Namun, Rita punya banyak jurus. Apesnya, dia tinggal tidak jauh dari rumah orang tuanya Rita, dan juga teman baik adiknya. Tak mungkin Fajar meminta adiknya untuk menjauhi temannya hanya karena urusan pribadi.
Rita memang telah meminta maaf, dan Fajar telah memaafkannya, meskipun tentu saja dia tidak akan pernah melupakan kejadian itu seumur hidupnya. Rita masih tetap usaha, lewat adiknya—dengan menitip pesan, tolong bilangin salam dari, atau juga membawakan makanan. Begitulah menurut penuturan adiknya.
Fajar tidak ingin melihatnya lagi, tapi sialnya hari ini dia bertamu ke rumah ini. Entah dia sengaja atau kebetulan, tapi tentu saja Fajar tidak pernah merasa nyaman lagi setiap kali bertemu dengannya. Fajar telah memaafkan perbuatannya, tapi bukan berarti dia melupakan kejadian itu.

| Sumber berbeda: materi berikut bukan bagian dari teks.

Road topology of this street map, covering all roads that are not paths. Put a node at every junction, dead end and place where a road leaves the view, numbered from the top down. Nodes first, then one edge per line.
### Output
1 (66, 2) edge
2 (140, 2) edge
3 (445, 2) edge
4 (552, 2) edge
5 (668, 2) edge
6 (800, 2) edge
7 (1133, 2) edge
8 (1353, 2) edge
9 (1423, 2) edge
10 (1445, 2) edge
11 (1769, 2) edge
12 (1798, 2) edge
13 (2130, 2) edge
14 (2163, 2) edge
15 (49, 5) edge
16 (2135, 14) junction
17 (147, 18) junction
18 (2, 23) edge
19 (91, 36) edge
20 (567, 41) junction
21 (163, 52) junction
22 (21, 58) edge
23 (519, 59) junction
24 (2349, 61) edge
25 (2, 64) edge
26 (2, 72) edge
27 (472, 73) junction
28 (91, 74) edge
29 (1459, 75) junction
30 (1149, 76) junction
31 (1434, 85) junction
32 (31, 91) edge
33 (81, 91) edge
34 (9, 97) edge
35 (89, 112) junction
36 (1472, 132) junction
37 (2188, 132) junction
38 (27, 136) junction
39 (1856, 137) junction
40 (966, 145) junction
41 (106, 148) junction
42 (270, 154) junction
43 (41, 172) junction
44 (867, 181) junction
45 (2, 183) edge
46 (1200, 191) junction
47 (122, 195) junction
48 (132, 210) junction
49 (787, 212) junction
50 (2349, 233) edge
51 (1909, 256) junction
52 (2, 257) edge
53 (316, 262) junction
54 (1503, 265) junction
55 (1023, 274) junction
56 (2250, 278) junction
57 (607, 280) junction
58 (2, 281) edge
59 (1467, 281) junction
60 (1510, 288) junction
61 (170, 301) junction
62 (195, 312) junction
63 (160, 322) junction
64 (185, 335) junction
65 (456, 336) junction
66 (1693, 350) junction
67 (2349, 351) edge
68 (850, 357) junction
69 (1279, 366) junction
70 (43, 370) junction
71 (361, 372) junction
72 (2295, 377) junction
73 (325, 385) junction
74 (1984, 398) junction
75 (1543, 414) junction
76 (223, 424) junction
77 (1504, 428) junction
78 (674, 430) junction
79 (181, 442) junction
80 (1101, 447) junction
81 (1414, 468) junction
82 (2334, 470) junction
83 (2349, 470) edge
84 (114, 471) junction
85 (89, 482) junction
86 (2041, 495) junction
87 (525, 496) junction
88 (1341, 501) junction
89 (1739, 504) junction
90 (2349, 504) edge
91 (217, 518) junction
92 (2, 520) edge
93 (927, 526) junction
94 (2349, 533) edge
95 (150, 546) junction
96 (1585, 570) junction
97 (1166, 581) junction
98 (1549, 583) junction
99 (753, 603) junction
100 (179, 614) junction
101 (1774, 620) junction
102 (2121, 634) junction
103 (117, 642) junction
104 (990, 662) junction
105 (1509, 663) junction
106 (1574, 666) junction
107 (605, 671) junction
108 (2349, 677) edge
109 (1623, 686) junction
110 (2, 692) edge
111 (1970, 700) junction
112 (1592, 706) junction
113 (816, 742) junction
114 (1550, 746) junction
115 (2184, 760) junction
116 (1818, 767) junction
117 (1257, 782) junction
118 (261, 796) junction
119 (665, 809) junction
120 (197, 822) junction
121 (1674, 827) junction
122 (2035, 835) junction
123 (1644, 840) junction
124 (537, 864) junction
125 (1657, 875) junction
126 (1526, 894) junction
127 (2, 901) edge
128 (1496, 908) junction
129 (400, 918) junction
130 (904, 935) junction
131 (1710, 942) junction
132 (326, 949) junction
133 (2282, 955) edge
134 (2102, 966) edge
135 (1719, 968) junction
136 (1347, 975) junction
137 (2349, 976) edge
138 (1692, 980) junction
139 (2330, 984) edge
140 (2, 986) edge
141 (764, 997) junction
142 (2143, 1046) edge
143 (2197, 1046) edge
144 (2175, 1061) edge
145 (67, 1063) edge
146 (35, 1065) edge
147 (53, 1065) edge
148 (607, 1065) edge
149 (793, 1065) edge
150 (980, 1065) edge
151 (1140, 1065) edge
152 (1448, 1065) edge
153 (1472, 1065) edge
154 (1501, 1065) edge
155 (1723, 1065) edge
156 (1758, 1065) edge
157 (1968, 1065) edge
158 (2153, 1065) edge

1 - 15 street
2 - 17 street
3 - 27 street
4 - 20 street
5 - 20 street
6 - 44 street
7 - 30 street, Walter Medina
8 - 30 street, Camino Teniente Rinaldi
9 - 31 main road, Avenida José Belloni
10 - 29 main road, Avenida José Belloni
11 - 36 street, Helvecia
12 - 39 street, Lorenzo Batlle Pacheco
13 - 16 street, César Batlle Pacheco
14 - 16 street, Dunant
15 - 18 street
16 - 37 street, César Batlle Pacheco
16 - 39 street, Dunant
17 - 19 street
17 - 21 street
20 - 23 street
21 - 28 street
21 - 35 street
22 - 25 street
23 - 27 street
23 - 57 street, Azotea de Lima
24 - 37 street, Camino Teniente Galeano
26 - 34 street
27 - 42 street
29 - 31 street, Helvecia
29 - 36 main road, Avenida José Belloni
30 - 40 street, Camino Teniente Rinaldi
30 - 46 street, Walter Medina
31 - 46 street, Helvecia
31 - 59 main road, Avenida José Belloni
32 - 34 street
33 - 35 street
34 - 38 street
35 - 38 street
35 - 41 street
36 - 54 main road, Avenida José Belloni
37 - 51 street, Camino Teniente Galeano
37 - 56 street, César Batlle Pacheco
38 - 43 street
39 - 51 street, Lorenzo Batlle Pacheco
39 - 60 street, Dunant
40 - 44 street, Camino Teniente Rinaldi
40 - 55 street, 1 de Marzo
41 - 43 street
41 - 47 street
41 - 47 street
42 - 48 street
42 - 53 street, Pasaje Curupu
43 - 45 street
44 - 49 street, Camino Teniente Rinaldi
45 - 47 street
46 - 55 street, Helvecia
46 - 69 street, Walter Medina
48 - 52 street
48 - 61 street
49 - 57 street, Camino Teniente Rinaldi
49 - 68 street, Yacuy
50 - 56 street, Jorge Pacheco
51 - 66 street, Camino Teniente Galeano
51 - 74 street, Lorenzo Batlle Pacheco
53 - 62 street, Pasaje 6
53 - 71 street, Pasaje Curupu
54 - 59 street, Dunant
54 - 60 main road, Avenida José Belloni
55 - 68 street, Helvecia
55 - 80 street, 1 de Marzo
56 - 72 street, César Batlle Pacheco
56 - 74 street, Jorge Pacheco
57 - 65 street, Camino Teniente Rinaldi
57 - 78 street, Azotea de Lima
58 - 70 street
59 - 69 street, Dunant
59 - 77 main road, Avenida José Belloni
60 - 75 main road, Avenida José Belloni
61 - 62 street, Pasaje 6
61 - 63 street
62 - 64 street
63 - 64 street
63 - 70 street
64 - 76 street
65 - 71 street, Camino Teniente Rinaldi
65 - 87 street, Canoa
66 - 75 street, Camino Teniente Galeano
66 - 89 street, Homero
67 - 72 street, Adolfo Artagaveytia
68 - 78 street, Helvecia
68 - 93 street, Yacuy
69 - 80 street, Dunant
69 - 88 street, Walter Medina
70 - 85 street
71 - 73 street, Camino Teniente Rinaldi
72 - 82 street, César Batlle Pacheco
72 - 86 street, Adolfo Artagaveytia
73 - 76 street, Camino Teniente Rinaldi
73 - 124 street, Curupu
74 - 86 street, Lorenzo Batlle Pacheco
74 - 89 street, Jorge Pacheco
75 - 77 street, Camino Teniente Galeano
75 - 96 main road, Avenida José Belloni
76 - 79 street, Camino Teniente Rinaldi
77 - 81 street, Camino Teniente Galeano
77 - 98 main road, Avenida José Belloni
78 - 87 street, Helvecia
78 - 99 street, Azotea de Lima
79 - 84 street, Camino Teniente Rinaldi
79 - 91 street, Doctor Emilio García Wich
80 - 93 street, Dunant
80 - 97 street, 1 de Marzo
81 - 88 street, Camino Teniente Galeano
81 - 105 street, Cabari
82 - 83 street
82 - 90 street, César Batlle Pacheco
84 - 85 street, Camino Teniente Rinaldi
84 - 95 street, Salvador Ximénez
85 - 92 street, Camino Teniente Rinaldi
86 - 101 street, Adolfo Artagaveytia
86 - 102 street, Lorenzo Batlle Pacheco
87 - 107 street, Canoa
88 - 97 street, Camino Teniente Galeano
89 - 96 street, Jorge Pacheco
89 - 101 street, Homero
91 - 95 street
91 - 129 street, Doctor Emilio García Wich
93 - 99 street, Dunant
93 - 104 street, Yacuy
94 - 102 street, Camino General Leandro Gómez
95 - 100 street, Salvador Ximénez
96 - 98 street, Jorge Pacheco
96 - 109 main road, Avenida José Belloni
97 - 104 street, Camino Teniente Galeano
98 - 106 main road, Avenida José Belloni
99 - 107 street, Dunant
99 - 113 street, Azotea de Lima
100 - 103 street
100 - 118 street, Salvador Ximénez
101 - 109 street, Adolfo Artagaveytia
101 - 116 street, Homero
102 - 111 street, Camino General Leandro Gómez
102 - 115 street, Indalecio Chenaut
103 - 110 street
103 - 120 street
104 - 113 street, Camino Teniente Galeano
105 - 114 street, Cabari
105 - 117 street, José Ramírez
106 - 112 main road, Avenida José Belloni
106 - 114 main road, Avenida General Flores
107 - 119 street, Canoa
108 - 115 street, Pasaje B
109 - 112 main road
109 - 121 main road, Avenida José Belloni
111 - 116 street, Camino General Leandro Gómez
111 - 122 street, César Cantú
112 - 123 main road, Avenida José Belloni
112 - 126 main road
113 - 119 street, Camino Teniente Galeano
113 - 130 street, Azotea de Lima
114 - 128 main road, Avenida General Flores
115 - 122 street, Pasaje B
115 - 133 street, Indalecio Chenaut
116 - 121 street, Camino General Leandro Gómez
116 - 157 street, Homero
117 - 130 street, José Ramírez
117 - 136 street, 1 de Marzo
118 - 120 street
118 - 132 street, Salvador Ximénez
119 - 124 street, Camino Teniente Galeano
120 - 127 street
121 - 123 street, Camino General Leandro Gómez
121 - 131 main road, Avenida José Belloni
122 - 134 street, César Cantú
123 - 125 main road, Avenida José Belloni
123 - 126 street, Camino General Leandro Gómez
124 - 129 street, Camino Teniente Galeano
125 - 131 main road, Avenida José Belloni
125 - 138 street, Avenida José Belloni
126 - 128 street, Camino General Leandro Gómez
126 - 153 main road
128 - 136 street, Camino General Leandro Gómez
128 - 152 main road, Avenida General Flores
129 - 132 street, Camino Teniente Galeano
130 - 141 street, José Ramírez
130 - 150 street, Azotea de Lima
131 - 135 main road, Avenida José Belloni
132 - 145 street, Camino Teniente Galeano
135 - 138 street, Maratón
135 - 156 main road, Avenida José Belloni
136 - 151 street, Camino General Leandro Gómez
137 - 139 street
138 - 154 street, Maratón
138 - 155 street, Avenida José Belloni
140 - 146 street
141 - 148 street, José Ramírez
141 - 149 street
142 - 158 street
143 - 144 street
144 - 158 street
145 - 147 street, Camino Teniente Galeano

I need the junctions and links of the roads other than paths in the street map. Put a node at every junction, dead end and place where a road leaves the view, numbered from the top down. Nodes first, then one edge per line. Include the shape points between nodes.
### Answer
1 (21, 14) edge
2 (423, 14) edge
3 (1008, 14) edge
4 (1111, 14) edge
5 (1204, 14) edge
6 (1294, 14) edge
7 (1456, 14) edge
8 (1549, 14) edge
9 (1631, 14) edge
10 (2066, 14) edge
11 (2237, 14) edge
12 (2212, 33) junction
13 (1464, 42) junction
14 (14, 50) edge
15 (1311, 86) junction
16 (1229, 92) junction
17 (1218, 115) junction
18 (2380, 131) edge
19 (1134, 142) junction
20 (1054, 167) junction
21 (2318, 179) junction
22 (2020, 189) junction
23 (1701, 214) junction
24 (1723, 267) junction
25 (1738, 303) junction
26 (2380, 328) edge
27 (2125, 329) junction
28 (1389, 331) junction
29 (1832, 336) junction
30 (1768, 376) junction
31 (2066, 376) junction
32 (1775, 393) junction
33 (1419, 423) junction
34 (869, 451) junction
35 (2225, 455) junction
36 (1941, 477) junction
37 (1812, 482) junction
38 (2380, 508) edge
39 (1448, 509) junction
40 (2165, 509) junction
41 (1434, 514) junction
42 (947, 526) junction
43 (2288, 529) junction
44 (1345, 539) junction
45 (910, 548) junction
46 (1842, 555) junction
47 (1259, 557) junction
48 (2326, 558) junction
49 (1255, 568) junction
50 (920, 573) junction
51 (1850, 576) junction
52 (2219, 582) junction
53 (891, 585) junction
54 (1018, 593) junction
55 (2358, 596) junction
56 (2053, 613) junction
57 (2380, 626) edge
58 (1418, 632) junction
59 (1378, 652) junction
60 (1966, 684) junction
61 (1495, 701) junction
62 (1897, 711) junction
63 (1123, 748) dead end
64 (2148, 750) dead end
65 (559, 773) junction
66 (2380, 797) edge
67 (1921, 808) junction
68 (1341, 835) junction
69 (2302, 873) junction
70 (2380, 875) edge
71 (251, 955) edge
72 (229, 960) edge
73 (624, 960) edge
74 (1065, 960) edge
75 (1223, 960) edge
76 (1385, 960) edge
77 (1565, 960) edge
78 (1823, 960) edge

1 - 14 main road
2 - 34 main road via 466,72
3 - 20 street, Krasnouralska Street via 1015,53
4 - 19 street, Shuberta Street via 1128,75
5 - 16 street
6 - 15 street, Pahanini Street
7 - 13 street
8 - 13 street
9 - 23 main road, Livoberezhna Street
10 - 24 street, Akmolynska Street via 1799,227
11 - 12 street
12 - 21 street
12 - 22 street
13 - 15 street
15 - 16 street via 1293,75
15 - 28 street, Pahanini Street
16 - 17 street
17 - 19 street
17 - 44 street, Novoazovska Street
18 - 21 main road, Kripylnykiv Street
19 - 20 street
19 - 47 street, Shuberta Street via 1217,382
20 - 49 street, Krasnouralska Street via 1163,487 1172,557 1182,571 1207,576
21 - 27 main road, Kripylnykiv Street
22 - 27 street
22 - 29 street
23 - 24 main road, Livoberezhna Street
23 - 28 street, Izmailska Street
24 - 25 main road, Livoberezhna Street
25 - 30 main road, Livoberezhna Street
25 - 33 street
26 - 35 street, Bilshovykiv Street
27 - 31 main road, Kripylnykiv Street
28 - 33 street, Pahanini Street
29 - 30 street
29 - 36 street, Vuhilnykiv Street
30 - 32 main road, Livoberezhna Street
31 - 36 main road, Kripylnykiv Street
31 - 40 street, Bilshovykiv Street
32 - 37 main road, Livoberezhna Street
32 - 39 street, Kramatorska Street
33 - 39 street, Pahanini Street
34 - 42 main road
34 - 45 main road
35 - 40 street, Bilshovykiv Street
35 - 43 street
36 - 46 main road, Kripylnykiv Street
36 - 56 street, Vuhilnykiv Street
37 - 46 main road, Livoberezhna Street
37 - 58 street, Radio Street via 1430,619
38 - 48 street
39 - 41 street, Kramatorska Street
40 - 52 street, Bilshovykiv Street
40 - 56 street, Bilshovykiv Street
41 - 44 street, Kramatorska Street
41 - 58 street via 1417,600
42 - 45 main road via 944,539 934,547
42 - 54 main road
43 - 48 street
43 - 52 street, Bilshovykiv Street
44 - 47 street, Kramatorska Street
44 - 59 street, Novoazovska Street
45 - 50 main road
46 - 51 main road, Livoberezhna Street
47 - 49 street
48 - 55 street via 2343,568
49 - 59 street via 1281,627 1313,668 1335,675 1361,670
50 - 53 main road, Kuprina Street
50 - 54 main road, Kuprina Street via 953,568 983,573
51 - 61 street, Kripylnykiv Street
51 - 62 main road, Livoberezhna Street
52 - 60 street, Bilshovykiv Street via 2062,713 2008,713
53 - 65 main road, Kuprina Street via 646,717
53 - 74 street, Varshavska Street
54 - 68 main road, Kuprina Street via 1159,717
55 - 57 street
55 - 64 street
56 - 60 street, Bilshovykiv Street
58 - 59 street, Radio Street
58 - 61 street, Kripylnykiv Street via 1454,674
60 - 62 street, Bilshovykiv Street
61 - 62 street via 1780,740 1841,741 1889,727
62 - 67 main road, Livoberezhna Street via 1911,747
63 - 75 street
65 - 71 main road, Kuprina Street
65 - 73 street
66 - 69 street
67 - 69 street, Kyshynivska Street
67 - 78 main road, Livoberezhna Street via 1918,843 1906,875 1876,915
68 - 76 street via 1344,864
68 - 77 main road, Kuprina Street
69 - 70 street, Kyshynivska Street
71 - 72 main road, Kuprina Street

Beberapa waktu Fajar telah tersedot dalam lamunan mengenang masa silam. Sementara tanpa dia sadari, mamanya sejak tadi duduk mengamati. Memecah keheningan di meja makan, akhirnya mamanya angkat bicara, “Nak, tidak baik menyimpan dendam. Jika kamu sudah memaafkan, seharusnya kamu bisa berdamai dengan keadaan dan kejadian beberapa tahun silam dengan gadis itu.”
Tadinya Fajar mau protes mendengar kata-kata yang disampaikan Mama, tapi dia mengurungkan niatnya. Di satu sisi dia tidak bisa menyangkal. Apa yang dikatakan Mama ada benarnya. Tak bisa dibantah. Meskipun di sisi lain, dia belum bisa berdamai dengan pengalaman buruknya di masa silam.
Melihat Fajar hanya diam saja, Mama seakan paham bahwa saat ini waktu yang dia butuhkan hanyalah sendiri. “Ya sudah, Nak. Mama akan menemui Rita dulu. Dia anak yang baik. Sebenarnya, Mama tidak keberatan kalau memiliki mantu seperti dia.”
Fajar langsung mendelik ke arah mamanya, tak setuju dengan ucapan beliau barusan.
“Tapi…. Siapa pun yang menjadi mantu Mama, tentu saja dia haruslah seseorang yang akan membahagiakan hatimu, bukan sebaliknya, dan penting sekali seseorang yang kamu cintai.” Fajar lega sekali mendengar kata-kata tersebut. Sambil tersenyum tulus kemudian Mama menghamburkan pelukan hangat ke arah putra sulungnya—yang sungguh menenangkan dan membuat Fajar sedikit luluh.
“Ma, aku mau keluar dulu.” Fajar meminta izin sama Mama. Dia harus memberi ruang pada hatinya yang tiba-tiba dipenuhi kenangan masa lalu yang menyesakkan dada saat melihat wajah Rita.